-- INFORMATION PROVIDED --
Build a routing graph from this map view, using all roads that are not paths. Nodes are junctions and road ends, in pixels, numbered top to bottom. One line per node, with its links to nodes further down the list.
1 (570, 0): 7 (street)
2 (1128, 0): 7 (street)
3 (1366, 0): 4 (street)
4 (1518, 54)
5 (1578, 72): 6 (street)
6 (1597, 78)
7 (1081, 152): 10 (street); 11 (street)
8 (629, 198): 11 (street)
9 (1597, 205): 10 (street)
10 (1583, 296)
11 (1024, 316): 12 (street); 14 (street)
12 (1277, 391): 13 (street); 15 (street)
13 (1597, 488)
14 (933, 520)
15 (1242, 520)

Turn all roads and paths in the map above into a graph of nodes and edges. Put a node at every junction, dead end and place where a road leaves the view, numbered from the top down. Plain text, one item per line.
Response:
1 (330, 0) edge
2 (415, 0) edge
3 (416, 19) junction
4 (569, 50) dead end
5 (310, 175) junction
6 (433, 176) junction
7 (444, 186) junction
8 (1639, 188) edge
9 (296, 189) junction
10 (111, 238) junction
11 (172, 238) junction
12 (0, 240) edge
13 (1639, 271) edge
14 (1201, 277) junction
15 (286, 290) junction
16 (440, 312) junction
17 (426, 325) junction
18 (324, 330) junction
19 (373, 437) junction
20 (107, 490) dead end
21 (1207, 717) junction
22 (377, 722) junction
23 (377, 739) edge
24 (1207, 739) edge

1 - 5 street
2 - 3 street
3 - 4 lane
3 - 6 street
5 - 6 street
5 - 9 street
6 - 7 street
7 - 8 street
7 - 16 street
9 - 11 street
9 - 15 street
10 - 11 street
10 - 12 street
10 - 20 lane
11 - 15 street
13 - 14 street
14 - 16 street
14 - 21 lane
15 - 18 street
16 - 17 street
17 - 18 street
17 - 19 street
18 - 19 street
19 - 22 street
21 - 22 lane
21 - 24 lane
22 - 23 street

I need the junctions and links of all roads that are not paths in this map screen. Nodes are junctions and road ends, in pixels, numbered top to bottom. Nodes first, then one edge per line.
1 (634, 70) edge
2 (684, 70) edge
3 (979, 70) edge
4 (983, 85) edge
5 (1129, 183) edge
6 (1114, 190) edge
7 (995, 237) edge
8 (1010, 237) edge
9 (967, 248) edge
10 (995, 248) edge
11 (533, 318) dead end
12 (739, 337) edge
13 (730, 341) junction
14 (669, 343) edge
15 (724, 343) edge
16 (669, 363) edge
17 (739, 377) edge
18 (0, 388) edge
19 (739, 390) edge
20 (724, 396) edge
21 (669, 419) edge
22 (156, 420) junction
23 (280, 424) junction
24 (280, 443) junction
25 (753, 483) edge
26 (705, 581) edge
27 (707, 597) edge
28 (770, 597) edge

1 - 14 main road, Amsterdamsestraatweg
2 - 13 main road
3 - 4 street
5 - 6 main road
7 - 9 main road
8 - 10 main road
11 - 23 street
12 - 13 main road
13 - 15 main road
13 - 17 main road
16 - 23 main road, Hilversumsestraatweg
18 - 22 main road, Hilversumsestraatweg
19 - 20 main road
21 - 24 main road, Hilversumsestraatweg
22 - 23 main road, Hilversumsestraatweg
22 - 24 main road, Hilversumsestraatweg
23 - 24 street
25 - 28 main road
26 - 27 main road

-- ACTIVITY --
Quote exactly the first line of the entries and every line after it, stopping with the line that contains "Turn all roads".

-- RESPONSE AREA --
Build a routing graph from this map view, using all roads that are not paths. Nodes are junctions and road ends, in pixels, numbered top to bottom. One line per node, with its links to nodes further down the list.
1 (570, 0): 7 (street)
2 (1128, 0): 7 (street)
3 (1366, 0): 4 (street)
4 (1518, 54)
5 (1578, 72): 6 (street)
6 (1597, 78)
7 (1081, 152): 10 (street); 11 (street)
8 (629, 198): 11 (street)
9 (1597, 205): 10 (street)
10 (1583, 296)
11 (1024, 316): 12 (street); 14 (street)
12 (1277, 391): 13 (street); 15 (street)
13 (1597, 488)
14 (933, 520)
15 (1242, 520)

Turn all roads and paths in the map above into a graph of nodes and edges. Put a node at every junction, dead end and place where a road leaves the view, numbered from the top down. Plain text, one item per line.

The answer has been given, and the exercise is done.